Gonna be playing video games anytime soon? Might want to put this on in the background. It can be easy to get overwhelmed/sick of/offended by those growling robot-shit EDM synth sounds that seem to be so unavoidably popular these days, but Knife Party, for the most part, are doing it right. "LRAD" is a throbbing, pulsing death ray of a song, and that break towards the end is relatively minimalist glory. We get a solid build, but instead of going super nuts, Knife Party drop almost everything out except the beat and what sounds like a fucking gargantuan PVC pipe getting hit by a bunch of giants. Awesome.
This slick, ladyvoiced indie rock sextet from Australia put out one of the best albums of the year so far with their A Is for Alpine. Consistently solid, these guys and gals really know how to make the best out of an open D chord.
5. Kavinsky - Billzard
I spent May playing a decent amount of video games, and this playlist definitely reflects that. You might remember "Nightcall" from the Drive soundtrack, which appears on Kavinsky's Outrun album along with "Blizzard." The first proper song, "Blizzard" is a good example of everything Kavinsky does right, even if it does sound just a tiny bit 2008.
...Like Clockwork is another one of the best albums that has seen release in this first half of 2013, and "If I Had a Tail" is one of the standout tracks.
It's one of the rare songs that's best delivered when it comes paired with the album intro that actually comes before it. ShockOne are doing some pretty interesting stuff when it comes to what's being described as "techstep," and "Chaos Theory" is a great example. The song's about as heavy as it gets, and when the second drop cuts the time signature in half, it's hard not to chuckle a little bit as you nod your head.

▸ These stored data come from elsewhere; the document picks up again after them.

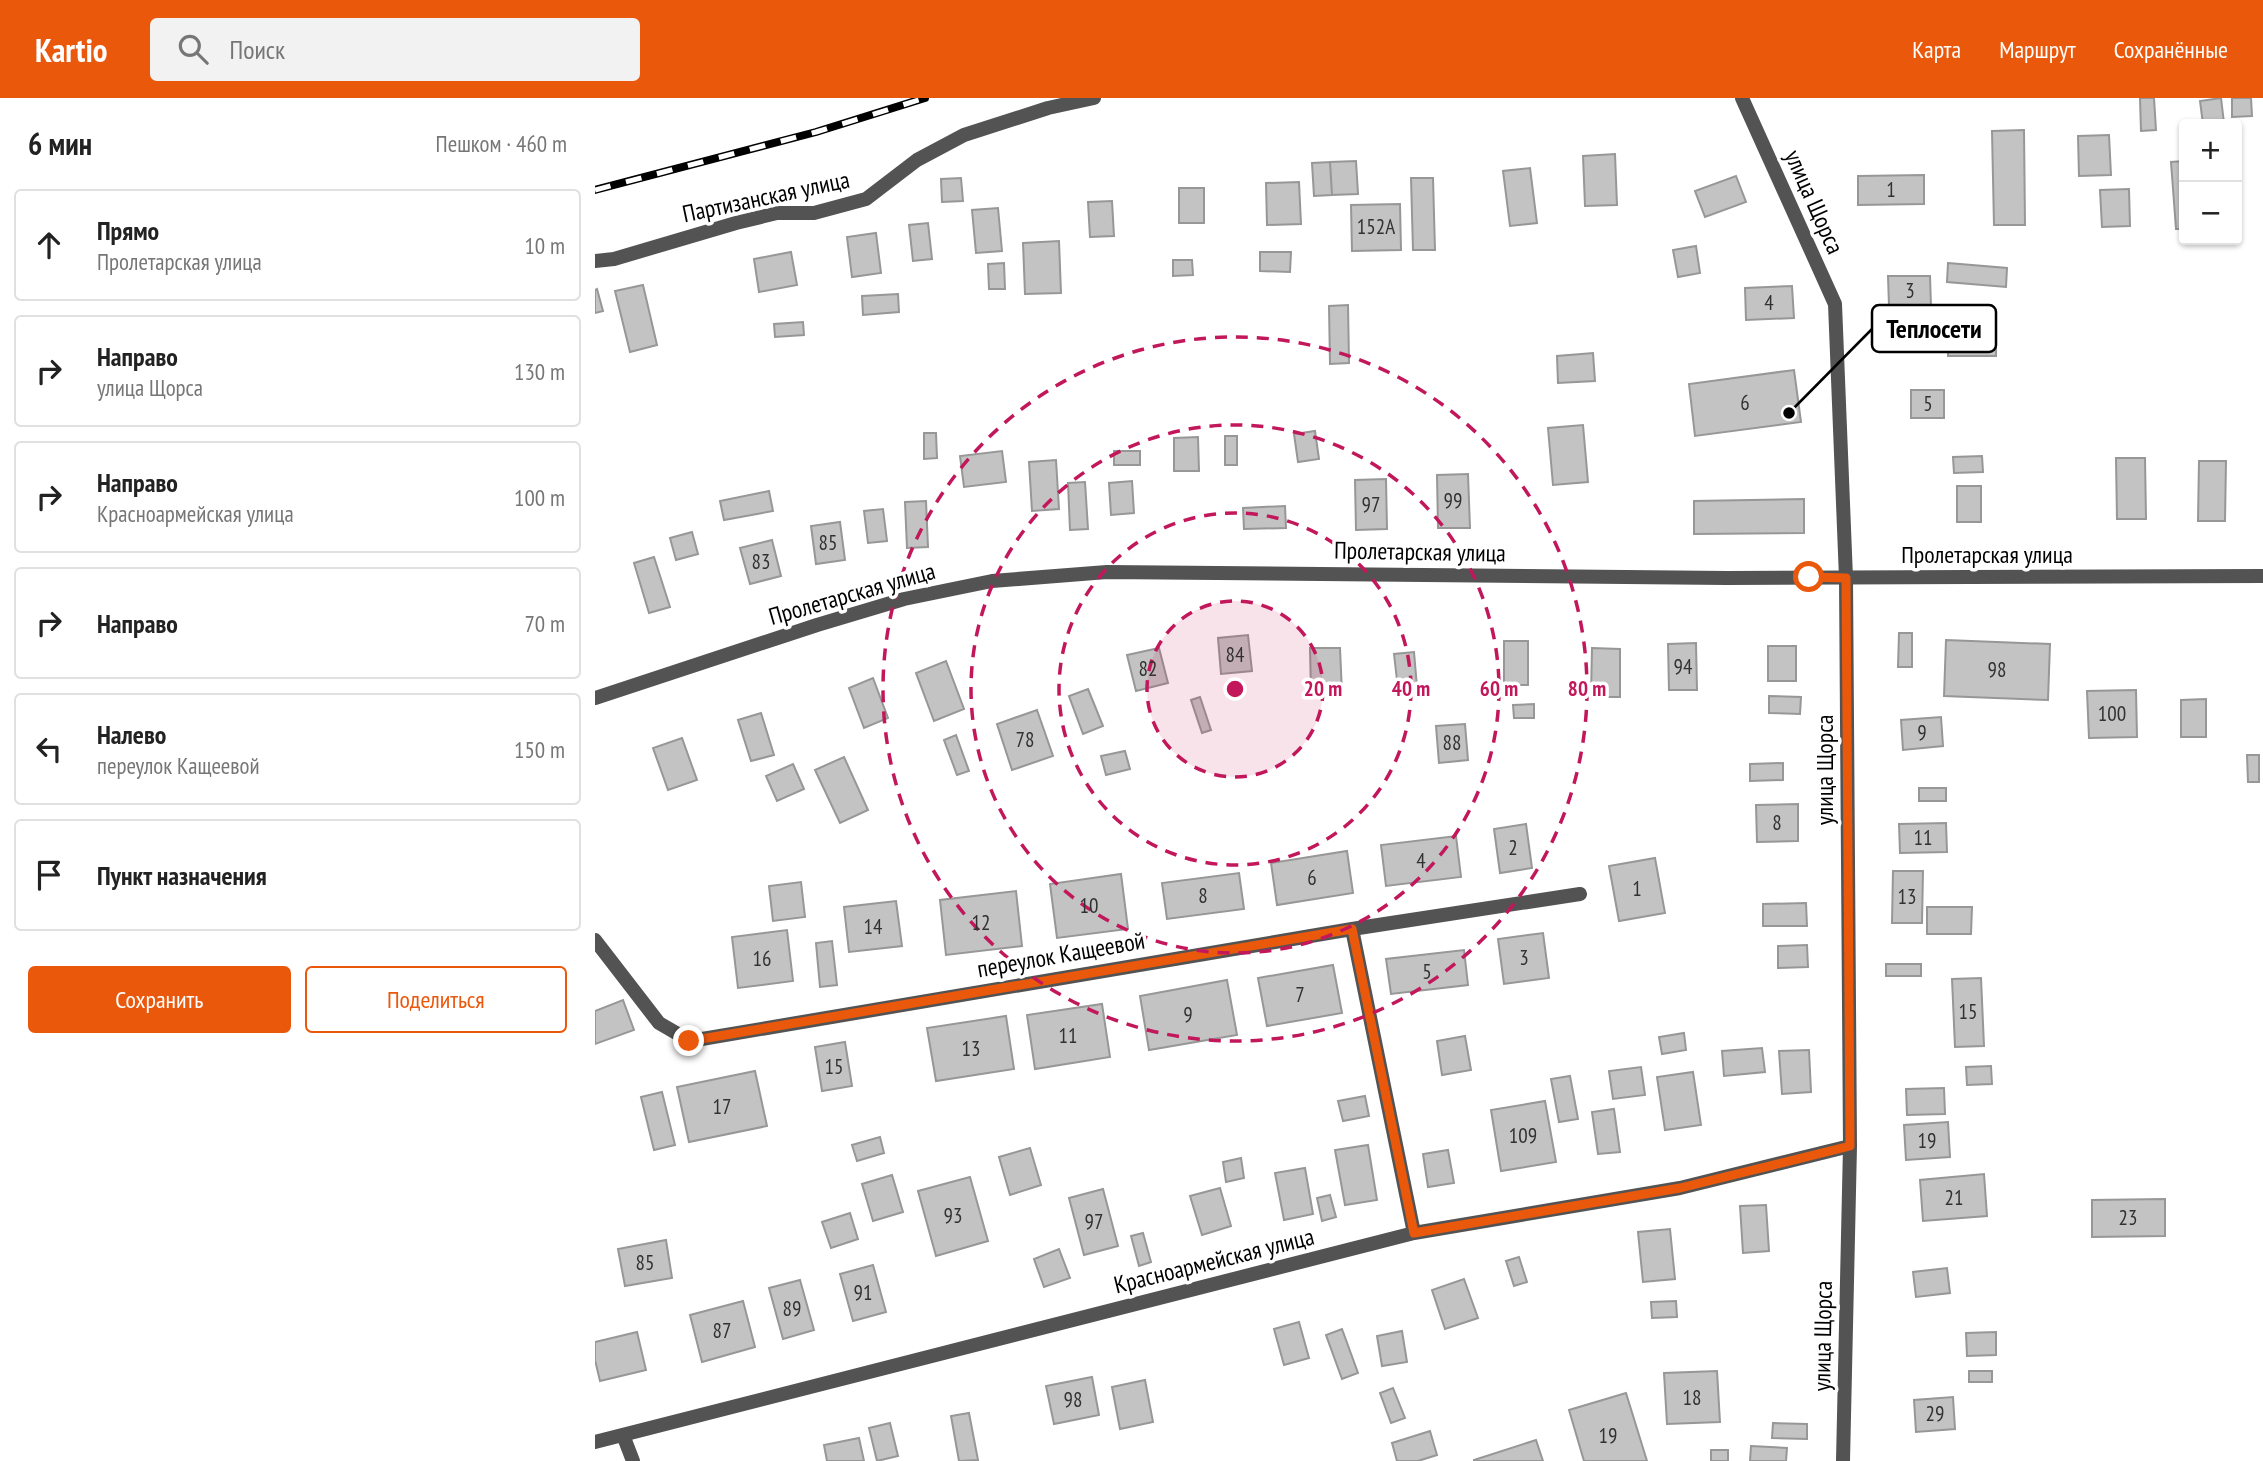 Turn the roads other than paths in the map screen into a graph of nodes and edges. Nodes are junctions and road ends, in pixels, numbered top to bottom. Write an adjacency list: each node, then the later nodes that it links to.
1 (1094, 98): 3 (street, Партизанская улица)
2 (1742, 98): 5 (street, улица Щорса)
3 (595, 261)
4 (2263, 576): 5 (street, Пролетарская улица)
5 (1846, 578): 6 (street, Пролетарская улица); 10 (street, улица Щорса)
6 (595, 698)
7 (1580, 894): 8 (street, переулок Кащеевой)
8 (1352, 929): 9 (street, переулок Кащеевой); 11 (street)
9 (595, 940)
10 (1850, 1146): 11 (street, Красноармейская улица); 15 (street, улица Щорса)
11 (1414, 1233): 12 (street, Красноармейская улица)
12 (623, 1435): 13 (street, Красноармейская улица); 14 (street)
13 (595, 1442)
14 (633, 1461)
15 (1843, 1461)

Ah, another track that begs to be played alongside some of your favorite first-person shooters. (Seriously, if you've got CounterStrike: Global Offensive, just listen to a combination of Kill the Noise and Knife Party as you play it and you'll win every single game, guaranteed.) Kill the Noise doesn't always hit the nail on the head with the whole aggro-dubstep thing. It gets a little repetitive, and it's definitely not very original at this point...but "Thumbs Up" is a heavy dose of undeniable fun. Plus, heavily-used sample that gives the song its name is that little kid who's endlessly stoked about having ridden a bike for the first time, and it's one of the most awesome things ever.
While it might seem like the opposite is true, there's always room for another electro-dance act, if you ask me. Letherette's first, self-titled album is a wee bit inconsistent, but mostly keeps it pretty real, as evidenced by the smooth, shuffling "After Dawn."
Yet another superheavy track from ShockOne, "Big Bounce" heads more in the direction of all-out dance than its aggro-step infused cousin "Chaos Theory" does. The result is a buoyant, kinetic jam that, again, totally sounds like it was meant to be played alongside a video game, lasers firing in all directions. Good times.